A similar event occurred over a longer time scale (millions of years) when the minds and brains of our ancestors simultaneously improved very rapidly. Five possible triggers of this improvement were: language, map reading, ballistics, memes, and metaphors/analogies.

====Conclusion====
The final two paragraphs of The balloon of the mind conclude by saying that human beings are the only animal with a sense of purpose in life, and that that purpose should be to construct a comprehensive model of how the universe works.

==Petwhac==

The book coins the acronymical term, petwhac, short for "Population of Events That Would Have Appeared Coincidental". Dawkins suggests that when one encounters an extremely unlikely coincidence, it should be considered in the broader context of other, similar events which would also have seemed coincidental.

An example would be a person on a foreign holiday encountering a friend they had not seen for years.

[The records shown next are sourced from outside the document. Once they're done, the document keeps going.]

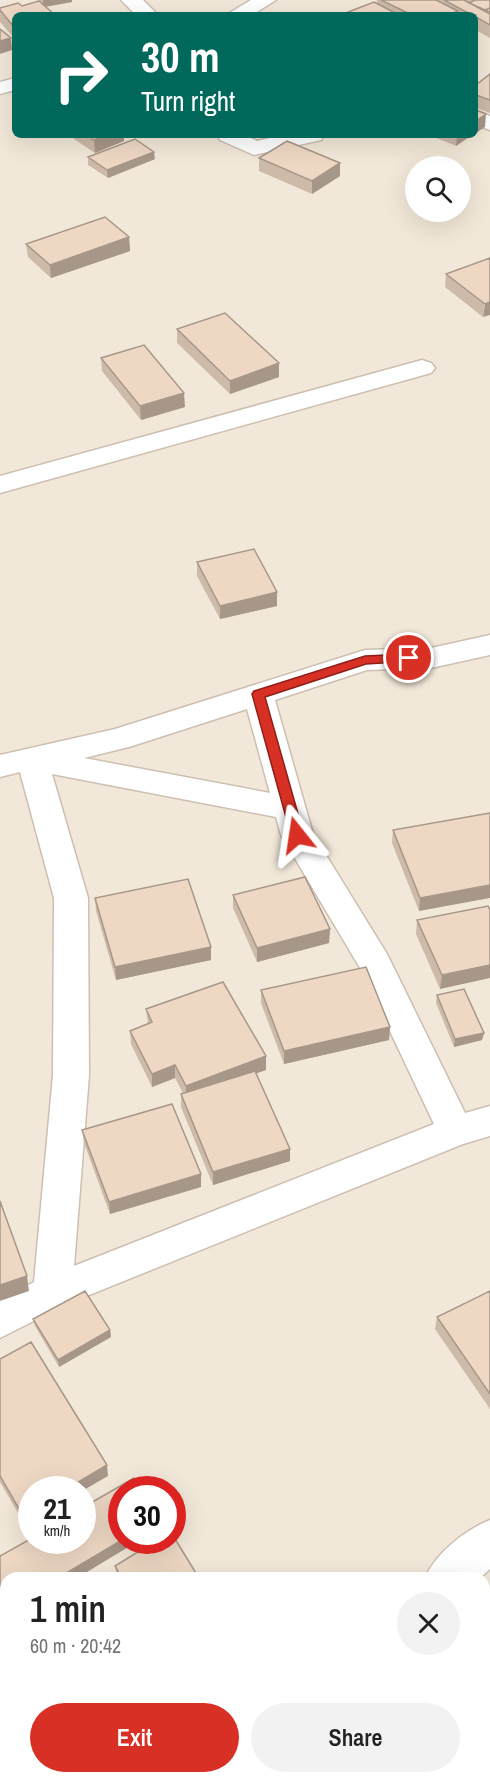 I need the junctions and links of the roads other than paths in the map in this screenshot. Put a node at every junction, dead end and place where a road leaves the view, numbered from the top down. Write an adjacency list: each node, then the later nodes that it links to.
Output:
1 (131, 0): 3 (street)
2 (266, 0): 4 (street)
3 (145, 12)
4 (242, 12)
5 (234, 138): 6 (street)
6 (299, 138)
7 (422, 368): 8 (street)
8 (0, 485)
9 (490, 645): 10 (street)
10 (258, 694): 11 (street); 12 (street)
11 (16, 762): 12 (street); 14 (street)
12 (290, 808): 13 (street)
13 (473, 1126): 14 (street)
14 (53, 1292): 15 (street)
15 (0, 1320)
16 (490, 1541): 17 (street)
17 (454, 1572) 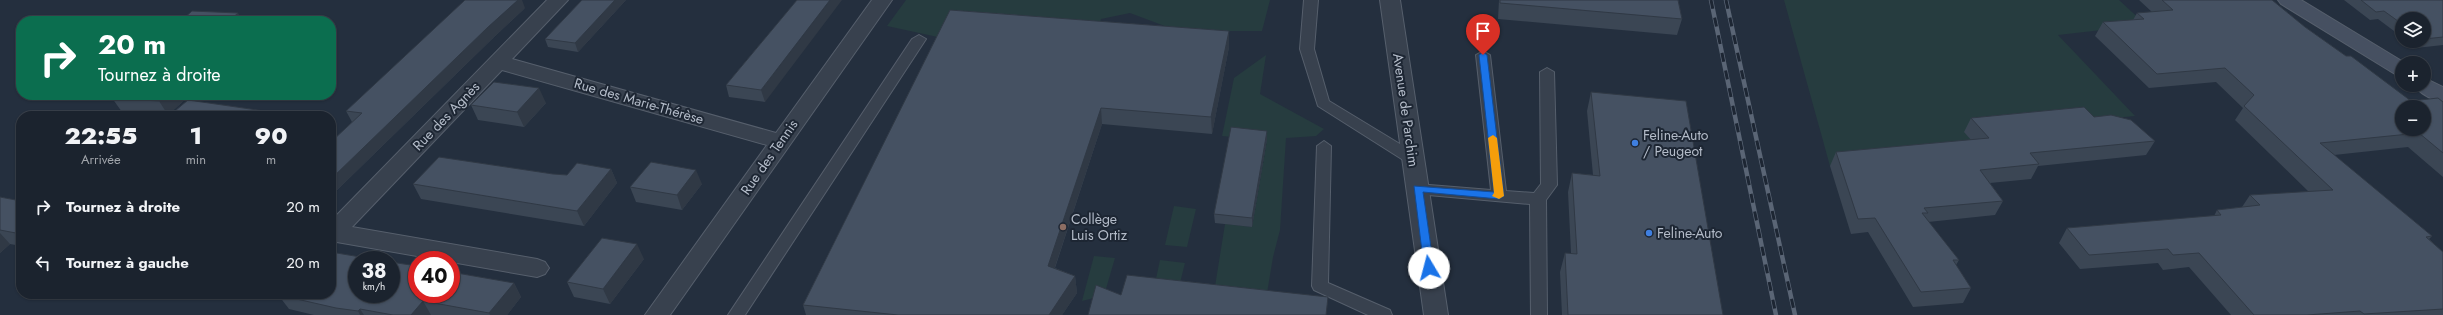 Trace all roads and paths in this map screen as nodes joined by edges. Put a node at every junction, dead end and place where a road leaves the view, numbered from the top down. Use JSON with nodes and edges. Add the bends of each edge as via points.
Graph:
{"nodes":[{"id":1,"x":558,"y":0,"type":"edge"},
{"id":2,"x":882,"y":0,"type":"edge"},
{"id":3,"x":1311,"y":0,"type":"edge"},
{"id":4,"x":1390,"y":0,"type":"edge"},
{"id":5,"x":2288,"y":0,"type":"edge"},
{"id":6,"x":919,"y":39,"type":"dead end"},
{"id":7,"x":1483,"y":55,"type":"dead end"},
{"id":8,"x":498,"y":62,"type":"junction"},
{"id":9,"x":2395,"y":66,"type":"edge"},
{"id":10,"x":1547,"y":72,"type":"dead end"},
{"id":11,"x":2431,"y":88,"type":"edge"},
{"id":12,"x":2443,"y":96,"type":"edge"},
{"id":13,"x":780,"y":141,"type":"junction"},
{"id":14,"x":1324,"y":146,"type":"dead end"},
{"id":15,"x":1413,"y":159,"type":"junction"},
{"id":16,"x":1417,"y":189,"type":"junction"},
{"id":17,"x":1499,"y":196,"type":"junction"},
{"id":18,"x":1538,"y":199,"type":"junction"},
{"id":19,"x":336,"y":228,"type":"edge"},
{"id":20,"x":336,"y":233,"type":"edge"},
{"id":21,"x":537,"y":268,"type":"dead end"},
{"id":22,"x":657,"y":315,"type":"edge"},
{"id":23,"x":736,"y":315,"type":"edge"},
{"id":24,"x":1384,"y":315,"type":"edge"},
{"id":25,"x":1436,"y":315,"type":"edge"},
{"id":26,"x":1539,"y":315,"type":"edge"}],
"edges":[{"from":1,"to":8,"type":"street","name":"Rue des Agnès"},
{"from":2,"to":13,"type":"street","name":"Rue des Tennis"},
{"from":3,"to":15,"type":"lane","via":[[1307,49],[1323,103]]},
{"from":4,"to":15,"type":"street","name":"Avenue de Parchim"},
{"from":5,"to":9,"type":"main road"},
{"from":6,"to":23,"type":"lane"},
{"from":7,"to":17,"type":"lane"},
{"from":8,"to":13,"type":"street","name":"Rue des Marie-Thérèse"},
{"from":8,"to":19,"type":"street","name":"Rue des Agnès"},
{"from":10,"to":18,"type":"lane","via":[[1549,186]]},
{"from":11,"to":12,"type":"main road"},
{"from":13,"to":22,"type":"street","name":"Rue des Tennis"},
{"from":14,"to":24,"type":"lane","via":[[1320,286]]},
{"from":15,"to":16,"type":"street","name":"Avenue de Parchim"},
{"from":16,"to":17,"type":"lane"},
{"from":16,"to":25,"type":"street","name":"Avenue de Parchim"},
{"from":17,"to":18,"type":"lane"},
{"from":18,"to":26,"type":"lane"},
{"from":20,"to":21,"type":"street"}]}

In isolation this may feel like an impossible coincidence, but considering the wider petwhac (meeting any friend from around the same period, or meeting an acquaintance, or not meeting them but being told weeks later that they had been in the same city at that time) the true odds are more likely. In short, the bigger the petwhac, the stronger case you have to avoid ascribing something to fate or coincidence.

Dawkins offers several examples of petwhacs in the book, two of which are the bedside clock of a woman (Richard Feynman's wife) stopping exactly when she died, and a psychic who stops the watches of his television audience.

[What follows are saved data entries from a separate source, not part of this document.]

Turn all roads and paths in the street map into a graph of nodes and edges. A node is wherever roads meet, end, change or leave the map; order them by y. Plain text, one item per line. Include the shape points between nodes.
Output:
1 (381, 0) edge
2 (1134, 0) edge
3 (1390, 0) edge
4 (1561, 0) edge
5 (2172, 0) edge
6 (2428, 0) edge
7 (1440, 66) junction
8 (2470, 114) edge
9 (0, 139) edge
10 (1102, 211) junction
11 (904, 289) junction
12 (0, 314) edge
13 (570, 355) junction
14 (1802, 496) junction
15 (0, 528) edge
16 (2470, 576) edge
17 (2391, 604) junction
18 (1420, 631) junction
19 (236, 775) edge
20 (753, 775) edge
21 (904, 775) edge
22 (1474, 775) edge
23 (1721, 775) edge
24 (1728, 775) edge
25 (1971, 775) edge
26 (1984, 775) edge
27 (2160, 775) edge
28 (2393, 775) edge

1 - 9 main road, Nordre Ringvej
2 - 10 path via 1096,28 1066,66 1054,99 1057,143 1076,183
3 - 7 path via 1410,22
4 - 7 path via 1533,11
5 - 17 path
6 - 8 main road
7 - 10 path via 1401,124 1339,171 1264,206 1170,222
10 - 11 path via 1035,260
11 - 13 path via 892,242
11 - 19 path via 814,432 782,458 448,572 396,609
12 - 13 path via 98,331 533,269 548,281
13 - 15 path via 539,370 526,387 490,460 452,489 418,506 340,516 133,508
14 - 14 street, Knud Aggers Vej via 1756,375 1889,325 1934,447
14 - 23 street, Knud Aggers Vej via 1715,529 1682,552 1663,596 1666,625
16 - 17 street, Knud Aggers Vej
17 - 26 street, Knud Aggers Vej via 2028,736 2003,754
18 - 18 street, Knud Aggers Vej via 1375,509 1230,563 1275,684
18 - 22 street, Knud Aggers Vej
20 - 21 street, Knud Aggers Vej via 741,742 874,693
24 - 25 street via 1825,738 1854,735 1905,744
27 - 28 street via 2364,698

The first is explained by the fact that the clock had a mechanical defect which made it stop when tilted off the horizontal, which is what a nurse did to read the time of death in poor lighting conditions. The matter of the watches, in Dawkins's own words, is explained thus —

If somebody's watch stopped three weeks after the spell was cast, even the most credulous would prefer to put it down to chance. We need to decide how large a delay would have been judged by the audience as sufficiently simultaneous with the psychic's announcement to impress. About five minutes is certainly safe, especially since he can keep talking to each caller for a few minutes before the next call ceases to seem roughly simultaneous. There are about 100,000 five-minute periods in a year. The probability that any given watch, say mine, will stop in a designated five-minute period is about 1 in 100,000. Low odds, but there are 10 million people watching the show. If only half of them are wearing watches, we could expect about 25 of those watches to stop in any given minute. If only a quarter of these ring into the studio, that is 6 calls, more than enough to dumbfound a naïve audience. Especially when you add in the calls from people whose watches stopped the day before, people whose watches didn't stop but whose grandfather clocks did, people who died of heart attacks and their bereaved relatives phoned in to say that their 'ticker' gave out, and so on.